Seventeen families at Park Village West on the Upper West Side were still shut out of their homes Monday, almost a week after the collapse of a construction site retaining wall next door to 784 Columbus Avenue forced an emergency evacuation.

Until the city says it's safe, residents of the P-line of apartments, those on the very corner of 784 Columbus, are in a Manhattan hotel — their tab paid by their landlord.

A woman who lives in the O-line of apartments right next to the corner told NY1 that although she is back home, she still does not feel safe with the blasting and heavy construction next door to put up a 29-floor high-rise.

"If the P-line is closed and they've been evacuated, no one knows until when, the other apartments adjacent and the rest of the apartments in the building can’t be completely safe,” said building resident Ursula Davis

The city says that safety is their first priority and engineers are keeping the P-line apartments empty until the wall beneath is totally safe.
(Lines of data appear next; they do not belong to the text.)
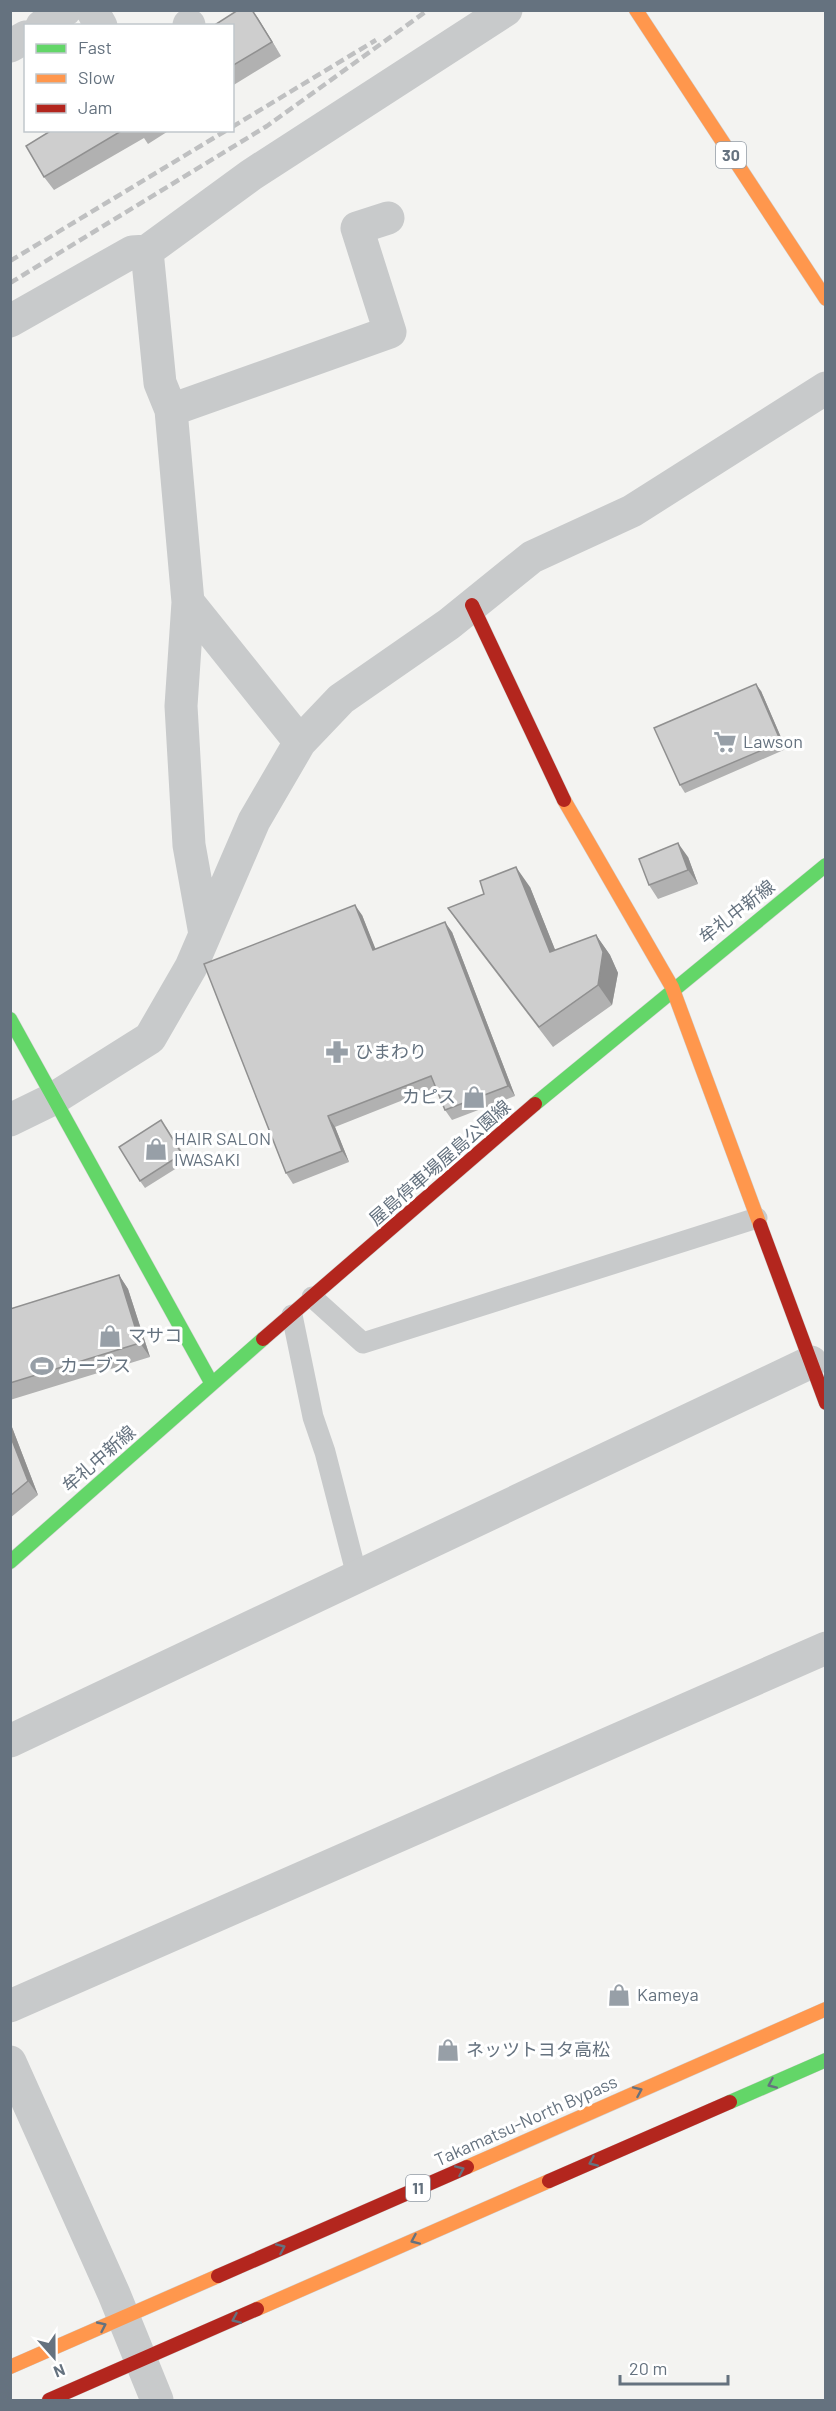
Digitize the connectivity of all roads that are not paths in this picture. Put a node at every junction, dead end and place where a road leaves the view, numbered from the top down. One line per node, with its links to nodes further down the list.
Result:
1 (65, 10): 5 (street)
2 (92, 10): 6 (street)
3 (506, 10): 10 (street)
4 (636, 10): 11 (main road, 30)
5 (45, 24)
6 (100, 24)
7 (24, 38): 8 (street)
8 (10, 46)
9 (388, 218): 14 (street)
10 (147, 251): 12 (street); 14 (street)
11 (825, 299)
12 (10, 321)
13 (825, 388): 16 (street)
14 (171, 411): 15 (street)
15 (188, 603): 17 (street); 19 (street)
16 (472, 605): 17 (street); 20 (main road)
17 (300, 742): 19 (street)
18 (825, 865): 20 (main road, 牟礼中新線)
19 (205, 934): 22 (street)
20 (672, 987): 24 (main road); 25 (main road, 屋島停車場屋島公園線)
21 (10, 1019): 22 (main road)
22 (53, 1099): 23 (street); 28 (main road)
23 (10, 1120)
24 (757, 1218): 25 (lane); 27 (main road)
25 (312, 1297): 26 (main road, 屋島停車場屋島公園線)
26 (292, 1315): 28 (main road, 屋島停車場屋島公園線); 31 (lane)
27 (810, 1362): 29 (main road); 31 (street)
28 (212, 1384): 30 (main road, 牟礼中新線)
29 (825, 1403)
30 (10, 1562)
31 (357, 1576): 33 (street)
32 (825, 1648): 34 (street)
33 (10, 1741)
34 (10, 2006)
35 (825, 2008): 38 (main road, Takamatsu-North Bypass / 11, one-way to 35)
36 (825, 2060): 39 (main road, one-way to 39)
37 (10, 2062): 38 (street)
38 (123, 2316): 39 (street); 40 (main road, Takamatsu-North Bypass / 11, one-way to 38)
39 (140, 2359): 41 (main road); 42 (street)
40 (10, 2367)
41 (49, 2400)
42 (157, 2400)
But residents say that's only solving part of the problem.

Park West residents NY1 spoke with said that long before this retaining wall problem, the heavy blasting next door created major hassles for them.


"Many people are just deliberately leaving their apartments during the day because they can’t stand the dust and the noise," said resident Michael Chenkin.

For now, the blasting and construction on the high-rise is on hold while that retaining wall is fixed.
On Monday that meant pouring fresh concrete and letting it settle.

When the wall is safe, says the Department of Buildings, the 17 families shut out will be allowed to return home. But construction on the high-rise will still be on hold until the construction company clears up violations the city issued.